Yanlış bir anlaşma sonucu, biz Pabuç'tan önce durduk-demirledik, Serdar da sonrasında yerleşmiş. O bizi bekler, biz onu bekleriz durumu yani...
Yanaşmamız biraz karışık oldu. Ama becerdik bir şekilde...
Sonrasında da Elifim'e aborda olduğumuzda bir de halatı pervaneye dolayınca iyice inanasım geldi, bugün başımızda bir "şansızlık" olduğuna! Nereden bilebilirdim?

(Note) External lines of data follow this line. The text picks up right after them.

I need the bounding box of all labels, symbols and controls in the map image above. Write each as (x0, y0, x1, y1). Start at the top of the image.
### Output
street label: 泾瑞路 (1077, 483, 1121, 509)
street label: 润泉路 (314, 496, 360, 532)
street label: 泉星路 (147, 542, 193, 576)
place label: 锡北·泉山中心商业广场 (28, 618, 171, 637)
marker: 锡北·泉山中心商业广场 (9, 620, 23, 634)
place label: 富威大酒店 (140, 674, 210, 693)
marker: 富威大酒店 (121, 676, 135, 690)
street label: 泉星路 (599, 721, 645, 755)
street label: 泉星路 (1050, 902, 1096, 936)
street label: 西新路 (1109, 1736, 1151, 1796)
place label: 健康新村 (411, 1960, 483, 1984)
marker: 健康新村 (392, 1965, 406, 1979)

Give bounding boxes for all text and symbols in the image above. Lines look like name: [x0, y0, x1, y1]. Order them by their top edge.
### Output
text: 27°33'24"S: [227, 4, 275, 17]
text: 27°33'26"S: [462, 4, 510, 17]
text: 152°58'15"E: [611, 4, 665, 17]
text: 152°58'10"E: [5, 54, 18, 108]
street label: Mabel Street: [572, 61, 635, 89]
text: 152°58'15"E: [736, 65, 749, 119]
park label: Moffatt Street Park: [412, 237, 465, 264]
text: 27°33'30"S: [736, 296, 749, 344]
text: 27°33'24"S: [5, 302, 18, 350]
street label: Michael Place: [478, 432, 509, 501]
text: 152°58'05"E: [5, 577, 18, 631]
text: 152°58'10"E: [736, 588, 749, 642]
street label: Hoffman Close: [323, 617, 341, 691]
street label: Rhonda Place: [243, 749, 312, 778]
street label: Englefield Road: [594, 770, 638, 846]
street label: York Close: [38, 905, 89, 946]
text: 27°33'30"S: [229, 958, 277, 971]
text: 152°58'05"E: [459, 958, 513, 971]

Rüzgarı kaçırmamak için, ertesi gün gayet yanık bir hava olacağı ihbarını da göz önüne alarak; Serdar, Alev ve Elif ile olan kısa sohbetimizi daha da kısa tutarak yola koyulduk.



Arkadan gelen rüzgarla 4 saatlik güzel bir seyrimiz var. Oltalar suda. Rüzgar tam iğnecikten geldiği için gönderi de bastık. Herşey yolunda, zamanında orada olacağız derken, "yine o ses"!!!
Bu kadar açık denizde geldiğine göre küçük bişey değil belli ki. Hazırlıklarımızı yaptık, kısmetimizi görecek kadar yakına sabırla çektik. Bir lambuka! Ama düşündüümden çok daha büyük, neredeyse 1,5 metre boyu var! Bota almak oldukça zor olacak...
Nitekim alamadık, neredeyse elimi uzatsam değecekmiş kadar yaklaşmışken son bir darbeyle misinayı koparttı ve kaçtı, ama balığın kendisi çok güzeldi, sırf o ana değer.
Linki ektedir: http://vimeo.com/14519899

Kaçan balık büyük olurmuş diye söylene söylene, tekrar yelken basıp, akşam saati çok uygun rüzgarla Yedi Adalara girdik. Baluna, Uzun Liman'ın hemen başında 4 gurcatalı dev bir megayatın yanında demirde.
Koy çok hoş, tekrar Gökova'da olmak çok güzel. Gayet sakin bir havada, Baluna'ya aborda olduk. Günşıray'lar biz gemeden sahilden iki tane koltuk almış, upuzun zincir döşemiş.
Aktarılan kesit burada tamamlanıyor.